Terá, no máximo, 50 anos. Angolana sorridente e jovial, voz doce, tem o cabelo esticado e pintado de louro platinado. Na mesa de esplanada cor-de-laranja, olha enternecida, ao fim da tarde, para um miúdo a seu lado sentado. Será filho? Será neto?
Mais à noite, ela juntar-se-á, festiva e com orgulho, aos milhões de anónimos lusófonos a torcer por Ronaldo & Cia, apoiando a Seleção de Portugal de futebol no jogo de má memória, no Estádio da Luz, diante da Sérvia. Como se os intrincados problemas do nosso País se driblassem entre um mero chuto na bola e um golo de júbilo patriótico. Colocar a portugalidade na gaveta de uma baliza.
«Passo cá o final do ano e depois bazo. Cá em Portugal, trabalha-se muito, muito, e não se tem vida para ganharmos uns 600 ou 700 euros. Em Angola ganha-se 3 mil. Aqui é uma miséria. Chega!», começa por afirmar num telefonema emotivo.

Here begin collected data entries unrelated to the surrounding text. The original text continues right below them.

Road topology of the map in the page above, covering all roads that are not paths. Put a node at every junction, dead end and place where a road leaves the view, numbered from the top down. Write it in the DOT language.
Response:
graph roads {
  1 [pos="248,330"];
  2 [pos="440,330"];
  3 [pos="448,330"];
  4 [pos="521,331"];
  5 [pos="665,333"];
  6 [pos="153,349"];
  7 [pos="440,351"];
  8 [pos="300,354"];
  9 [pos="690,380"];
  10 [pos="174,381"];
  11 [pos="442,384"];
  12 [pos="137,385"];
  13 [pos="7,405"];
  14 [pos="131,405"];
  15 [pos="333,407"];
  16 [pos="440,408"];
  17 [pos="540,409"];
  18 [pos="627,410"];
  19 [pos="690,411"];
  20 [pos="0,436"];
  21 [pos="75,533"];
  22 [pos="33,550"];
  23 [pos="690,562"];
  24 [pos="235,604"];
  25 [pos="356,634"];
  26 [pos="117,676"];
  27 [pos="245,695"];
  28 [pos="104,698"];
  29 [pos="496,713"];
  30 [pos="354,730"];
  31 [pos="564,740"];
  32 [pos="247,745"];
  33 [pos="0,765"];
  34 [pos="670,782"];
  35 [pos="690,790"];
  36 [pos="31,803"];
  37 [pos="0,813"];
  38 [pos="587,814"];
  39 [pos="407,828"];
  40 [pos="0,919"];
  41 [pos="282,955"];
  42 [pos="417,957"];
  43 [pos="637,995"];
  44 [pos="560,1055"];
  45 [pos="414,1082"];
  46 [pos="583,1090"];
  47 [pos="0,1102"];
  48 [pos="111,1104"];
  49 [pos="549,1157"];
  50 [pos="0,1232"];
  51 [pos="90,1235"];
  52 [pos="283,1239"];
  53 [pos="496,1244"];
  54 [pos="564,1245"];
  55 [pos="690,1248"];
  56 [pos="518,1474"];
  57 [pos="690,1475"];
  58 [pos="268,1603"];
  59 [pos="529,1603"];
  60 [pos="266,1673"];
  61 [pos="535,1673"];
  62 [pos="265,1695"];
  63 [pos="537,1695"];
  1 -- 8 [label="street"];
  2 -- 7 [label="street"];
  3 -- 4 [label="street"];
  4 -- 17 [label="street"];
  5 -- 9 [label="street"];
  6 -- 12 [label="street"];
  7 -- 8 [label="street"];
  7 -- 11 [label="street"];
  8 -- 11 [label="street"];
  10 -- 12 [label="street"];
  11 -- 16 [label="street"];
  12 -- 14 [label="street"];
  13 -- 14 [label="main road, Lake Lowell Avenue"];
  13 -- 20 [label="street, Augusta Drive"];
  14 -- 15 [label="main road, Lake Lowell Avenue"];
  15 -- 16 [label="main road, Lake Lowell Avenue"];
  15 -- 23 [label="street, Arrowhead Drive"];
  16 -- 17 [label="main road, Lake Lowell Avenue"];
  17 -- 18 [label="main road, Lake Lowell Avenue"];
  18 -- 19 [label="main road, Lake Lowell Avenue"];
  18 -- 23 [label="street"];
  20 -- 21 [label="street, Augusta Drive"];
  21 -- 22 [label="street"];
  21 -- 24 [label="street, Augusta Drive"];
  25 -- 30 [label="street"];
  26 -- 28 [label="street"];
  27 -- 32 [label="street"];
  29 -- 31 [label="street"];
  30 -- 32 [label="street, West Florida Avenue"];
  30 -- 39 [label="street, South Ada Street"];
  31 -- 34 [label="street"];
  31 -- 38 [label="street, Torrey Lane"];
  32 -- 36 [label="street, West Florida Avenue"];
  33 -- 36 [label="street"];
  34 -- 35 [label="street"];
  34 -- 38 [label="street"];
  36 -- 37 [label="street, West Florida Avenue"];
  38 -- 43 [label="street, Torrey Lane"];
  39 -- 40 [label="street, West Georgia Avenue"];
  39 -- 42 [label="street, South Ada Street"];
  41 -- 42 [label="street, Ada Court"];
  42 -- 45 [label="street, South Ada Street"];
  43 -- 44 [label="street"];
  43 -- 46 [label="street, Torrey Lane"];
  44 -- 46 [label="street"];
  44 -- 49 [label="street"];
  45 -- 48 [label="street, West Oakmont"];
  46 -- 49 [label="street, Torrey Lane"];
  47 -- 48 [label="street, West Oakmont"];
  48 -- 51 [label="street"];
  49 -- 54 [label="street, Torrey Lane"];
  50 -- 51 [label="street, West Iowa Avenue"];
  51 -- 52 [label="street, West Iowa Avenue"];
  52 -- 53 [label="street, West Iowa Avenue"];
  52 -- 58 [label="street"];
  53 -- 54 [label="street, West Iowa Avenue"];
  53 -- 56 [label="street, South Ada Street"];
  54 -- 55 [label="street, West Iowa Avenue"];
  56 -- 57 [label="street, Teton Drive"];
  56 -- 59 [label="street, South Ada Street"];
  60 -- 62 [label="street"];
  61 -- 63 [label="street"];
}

E prossegue: «Aqui já não dá! São seis ou sete anos de esperança sem solução. Portugal já deu o que tinha a dar. Tentamos, tentamos, mas já não vale a pena. Gosto muito de Portugal, mas para mim acabou. Passo cá o fim de ano, organizo as coisas com calma e logo vou para aí. Sem tristeza. Sem mágoa. É a vida, fazer o quê?».
A senhora angolana, de óculos escuros em riste, paga agora a conta e leva o miúdo, ar fraternal, pela mão passeio fora. Um vento fresco intimida os resistentes clientes da esplanada de mesas cor-de-laranja. Portugal está em suspenso para saber as escolhas do selecionador Fernando Santos para o (triste) jogo de mais logo. Anoitece no silêncio do subúrbio. Aqui já não dá!